◆ About this task: Search the material below for the word "千山中路". Copy every line where it is found.

◆ The data:
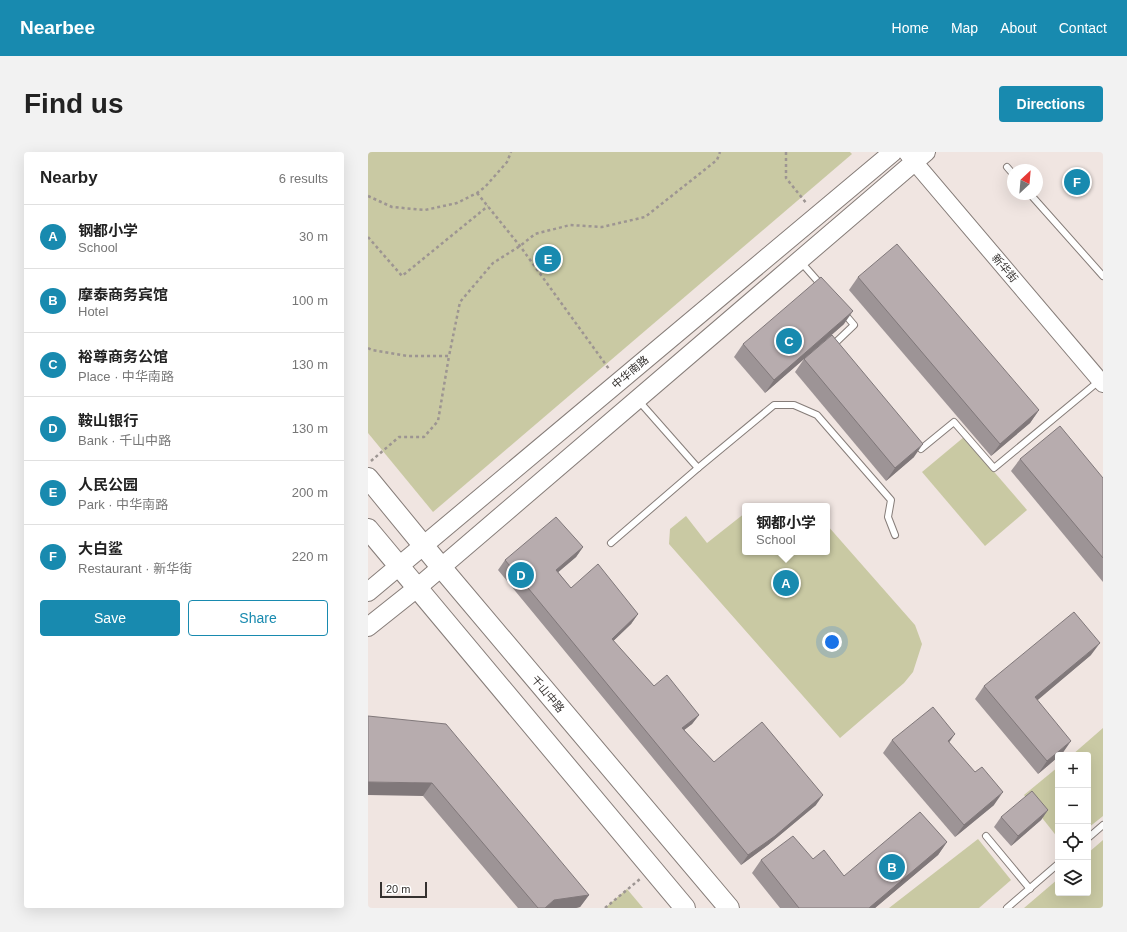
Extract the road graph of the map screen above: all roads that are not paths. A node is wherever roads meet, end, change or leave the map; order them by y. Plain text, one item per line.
1 (893, 152) edge
2 (915, 155) edge
3 (1035, 200) edge
4 (799, 260) junction
5 (1103, 276) edge
6 (824, 290) edge
7 (839, 307) edge
8 (837, 351) edge
9 (1102, 382) edge
10 (637, 398) junction
11 (911, 438) edge
12 (698, 468) junction
13 (368, 478) edge
14 (368, 529) edge
15 (895, 535) dead end
16 (611, 543) dead end
17 (424, 546) junction
18 (400, 566) junction
19 (441, 567) junction
20 (417, 588) junction
21 (368, 592) edge
22 (368, 627) edge
23 (1103, 825) edge
24 (1091, 835) edge
25 (986, 836) dead end
26 (1055, 867) edge
27 (1030, 889) junction
28 (685, 908) edge
29 (729, 908) edge
30 (1007, 908) edge

1 - 17 main road, 中华南路
2 - 4 main road
2 - 9 street, 新华街
3 - 5 lane
4 - 6 lane
4 - 10 main road
7 - 8 lane
9 - 11 lane
10 - 12 lane
10 - 19 main road
12 - 15 lane
12 - 16 lane
13 - 17 main road, 千山中路
14 - 18 main road
17 - 18 main road, 中华南路
17 - 19 main road, 千山中路
18 - 20 main road
18 - 21 main road, 中华南路
19 - 20 main road
19 - 29 main road, 千山中路
20 - 22 main road
20 - 28 main road
23 - 24 lane
25 - 27 lane
26 - 27 lane
27 - 30 lane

◆ Answer box:
13 - 17 main road, 千山中路
17 - 19 main road, 千山中路
19 - 29 main road, 千山中路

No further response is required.